When you think of cabbage, the first thing that might pop into your mind is the round, circular green ones that you usually see in the store. Don’t let it confuse you with napa cabbage – the most popular and common vegetable used to make kimchi. 

While you can make kimchi with almost any vegetable, we will be using napa cabbage for this recipe. Napa cabbage, also known as Chinses cabbage, is oblong-shaped with ribbed white stems and delicate green leaves.

Why you’ll love this recipe

The great thing about making kimchi at home is that you can adjust the ingredients and ratios according to your taste. Kimchi is all about making it how you like!

The process of making kimchi requires a lot of effort and patience for the fermentation process, but you’ll be surprised by the difference in taste compared to store-bought kimchi. Kimchi making is traditionally a communal effort so gather your friends and family for a fun bonding experience!

How to make Kimchi at home

Making kimchi at home can take a few hours, but once you’re done, you’ll have kimchi ready to eat in your fridge for as long as one to two months. Plus, once you get a taste of homemade kimchi, you’ll never think to buy from the store again. To help you prepare kimchi at home, here’s an easy step-by-step guide to follow: 

Step 1: Make the brine

Prepare a big bucket for the brine to ensure all the cabbages will fit. Fill it up with water and add ¼ cup of salt. The brine should be salty to taste, so adjust the amount accordingly depending on the type of salt you’re using. 

Step 2: Prepare the cabbage

Start by cutting the napa cabbage in half at the stem. Avoid cutting through the leafy part. Using your hands, rip the cabbage in half. Next, cut the stem in quarters and rip it in half with your hands again. 

Slightly wet the cabbage with water to allow the salt to adhere better. Rub a generous amount of salt in between the layers of the cabbage. Transfer to the big bucket with the brining liquid. Set aside for 8-16 hours, making sure to rotate the cabbage from the bottom to the top. Rinse the cabbage with water and drain, making sure to squeeze all the excess water out.

Step 3: Make the sauce

Combine sliced ginger, garlic, chopped onion, and chopped radish in a blender. Then, fill the blender with water about halfway and blend until smooth.

Next, transfer the sauce to a large mixing bowl with chopped scallions. Add the sugar, fish sauce, gochugaru, salt, and anchovy stock (substitute with water), and mix well to combine. 

Step 4: Assemble the ingredients

Take a small handful of sauce and rub it into each layer of cabbage. Make sure most of the sauce is applied to the cabbage head instead of the leaves. Since the cabbage head is thicker than the leafy area, this will help better absorb the flavors. Transfer the cabbage to a glass jar and repeat until all cabbage is done.

Close the lid of the jar tightly and allow them to let them ferment at room temperature for 1 to 3 days before storing them in the fridge. Keep in mind that the longer it sits at room temperature, the more fermented it will be.

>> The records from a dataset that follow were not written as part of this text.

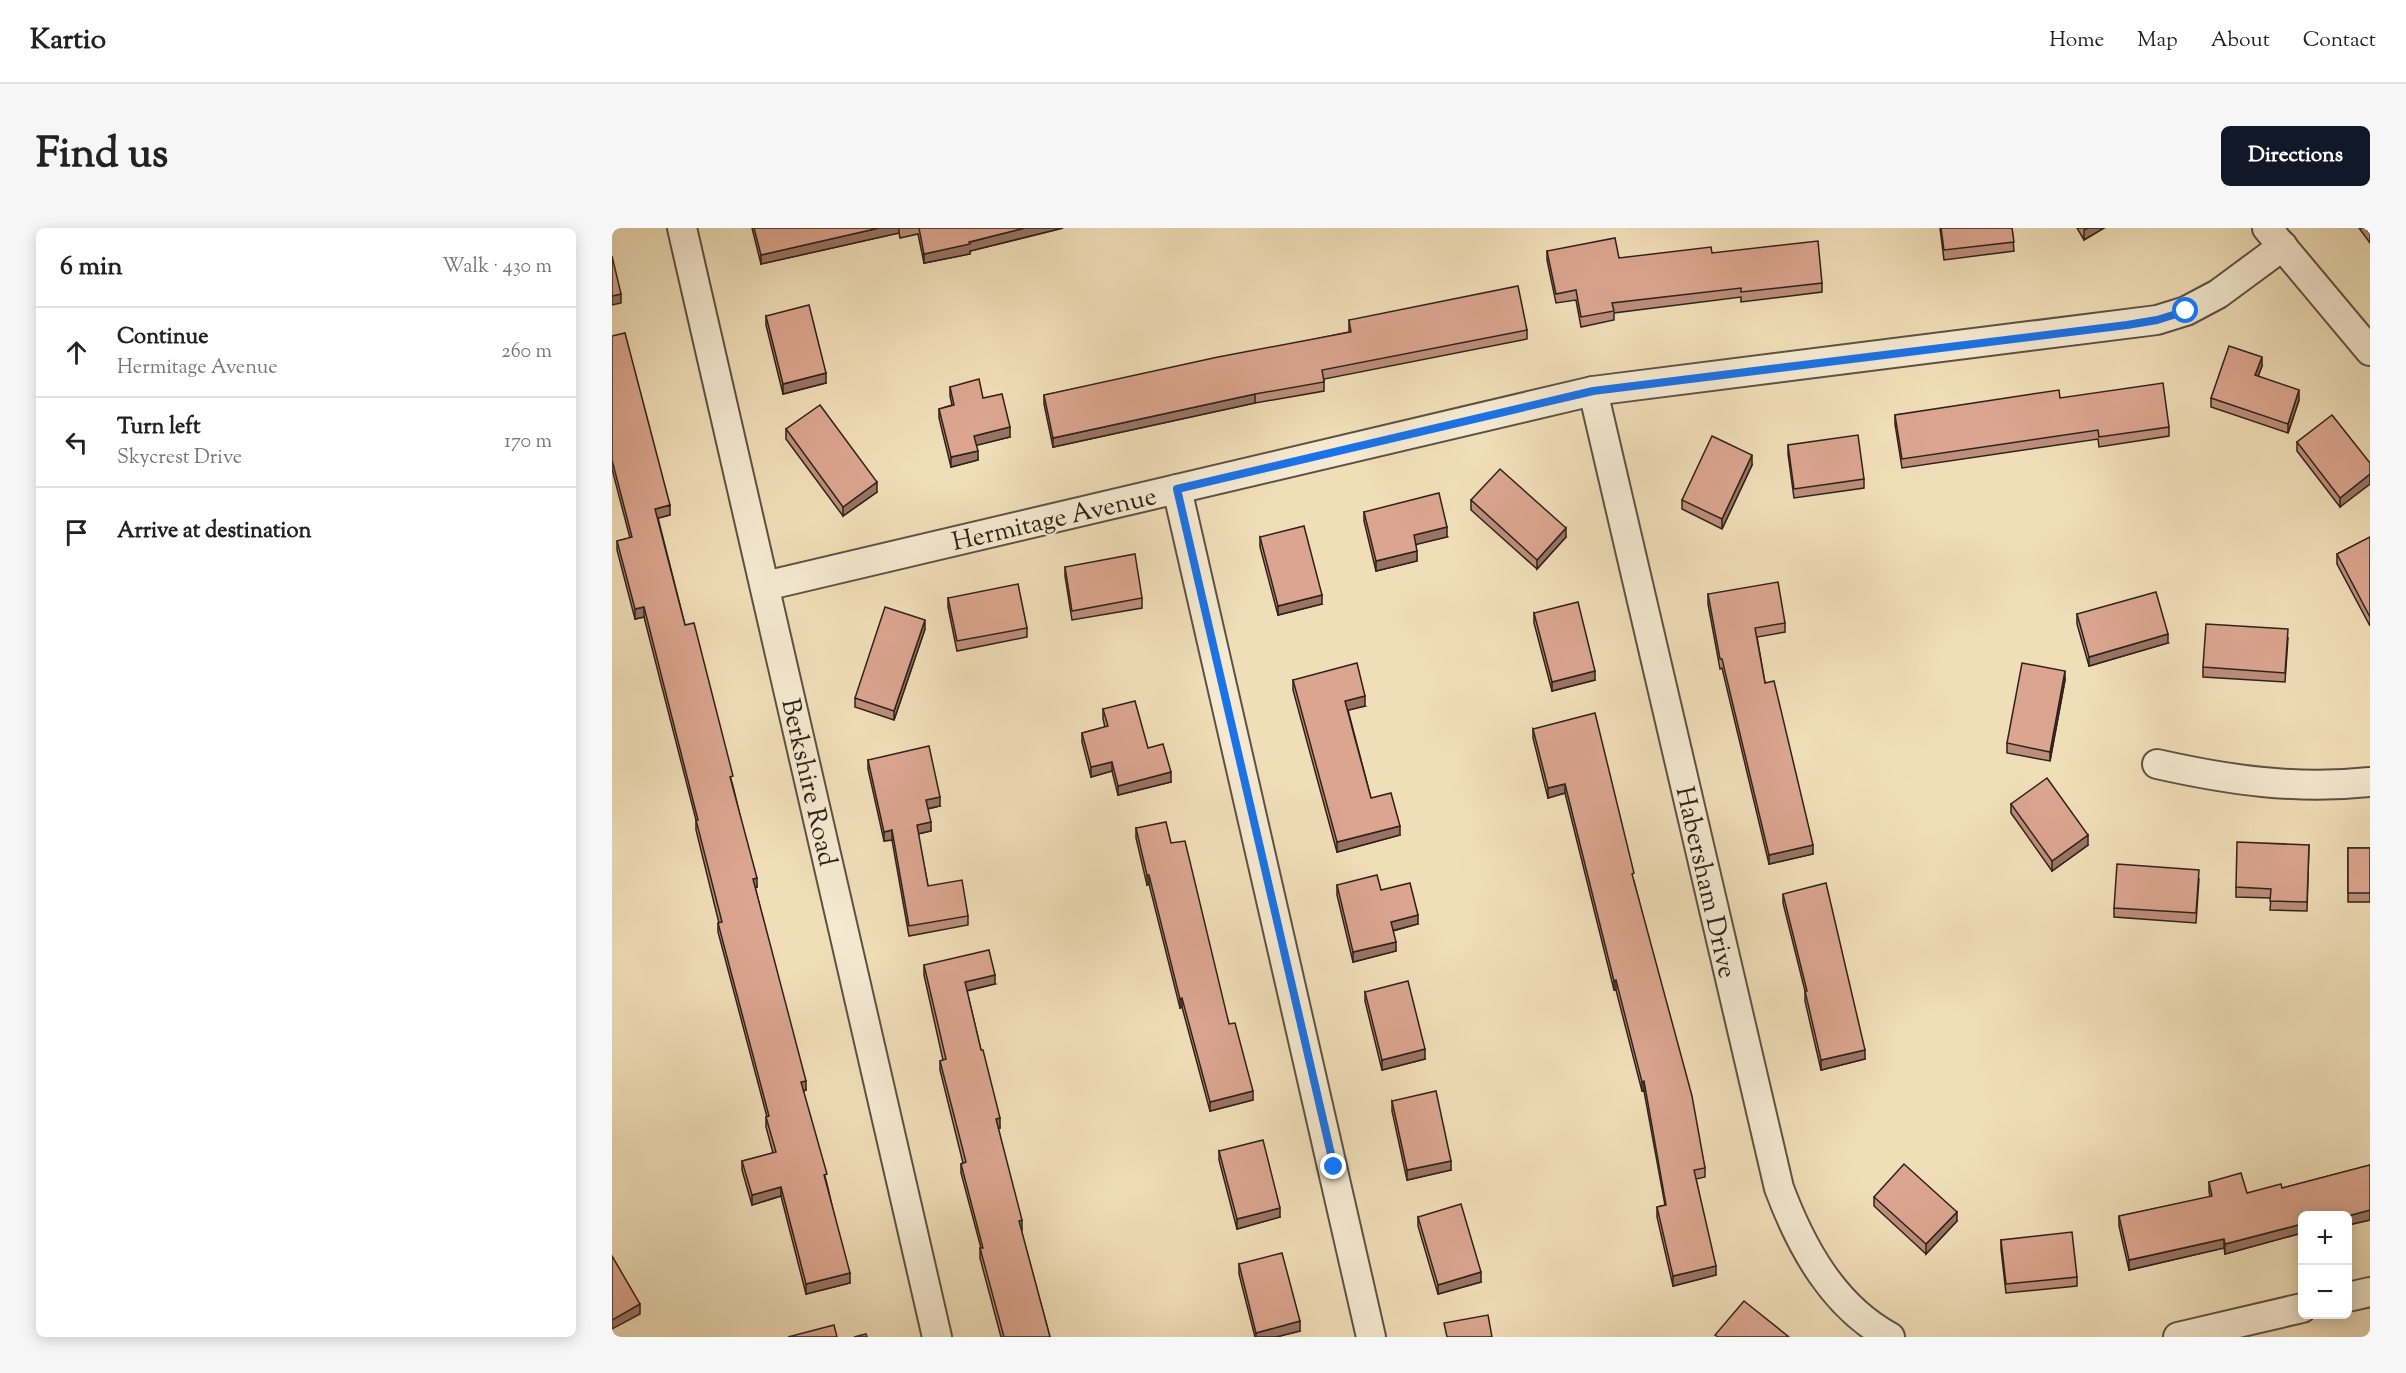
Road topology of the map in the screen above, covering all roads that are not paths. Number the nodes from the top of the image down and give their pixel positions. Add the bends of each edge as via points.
1 (682, 228) edge
2 (2275, 237) edge
3 (2370, 351) edge
4 (1593, 391) junction
5 (1177, 489) junction
6 (765, 586) junction
7 (2157, 764) dead end
8 (2370, 782) edge
9 (2370, 1292) edge
10 (2352, 1296) edge
11 (2298, 1309) edge
12 (2216, 1333) edge
13 (937, 1337) edge
14 (1371, 1337) edge
15 (1890, 1337) edge
16 (2178, 1337) edge

1 - 6 street, Berkshire Road
2 - 3 street
2 - 4 street, Hermitage Avenue via 2218,294 2186,311 2157,320
4 - 5 street, Hermitage Avenue
4 - 15 street, Habersham Drive via 1779,1188 1808,1255 1830,1285 1855,1311
5 - 6 street, Hermitage Avenue
5 - 14 street
6 - 13 street, Berkshire Road
7 - 8 street via 2216,778 2277,785
9 - 10 street
11 - 12 street
12 - 16 street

Preparation Tips for Kimchi

Preparing kimchi at home isn’t as complicated as you think! Here are some helpful tips to help you get started:

  • Remember to wear gloves when rubbing the sauce onto the cabbage to prevent your hands from burning! Don’t forget that the sauce is packed with spices.
  • The kimchi will ferment faster if you leave it out at room temperature. But if you want to slow down the fermentation process, you can also place the jars in the fridge after 1 day.
  • For 2 cups of anchovy stock, combine 8 dried anchovies (innards removed), a 5×5 sheet of kelp, half a medium-sized onion, and 6 cups of water. Boil for 20-30 minutes before straining. You can also substitute the anchovy stock with water. 

Ingredient Substitutions

Korean radish: Korean radish helps with the fermentation process and adds a natural sweetness to the kimchi. If they’re not accessible, you can also use daikon or omit it completely.

Gochugaru: Gochugaru is a type of Korean red chili flake that gives the recipe a distinct spicy taste. This is an essential ingredient in kimchi so I don’t recommend any substitutions

Fish sauce: traditional kimchi uses fish sauce in the recipe for its savory and umami flavors however, you can substitute it with soy sauce. 

Anchovy stock: the anchovy stock adds umami flavor to the kimchi but you can also substitute it with vegetable stock or water. 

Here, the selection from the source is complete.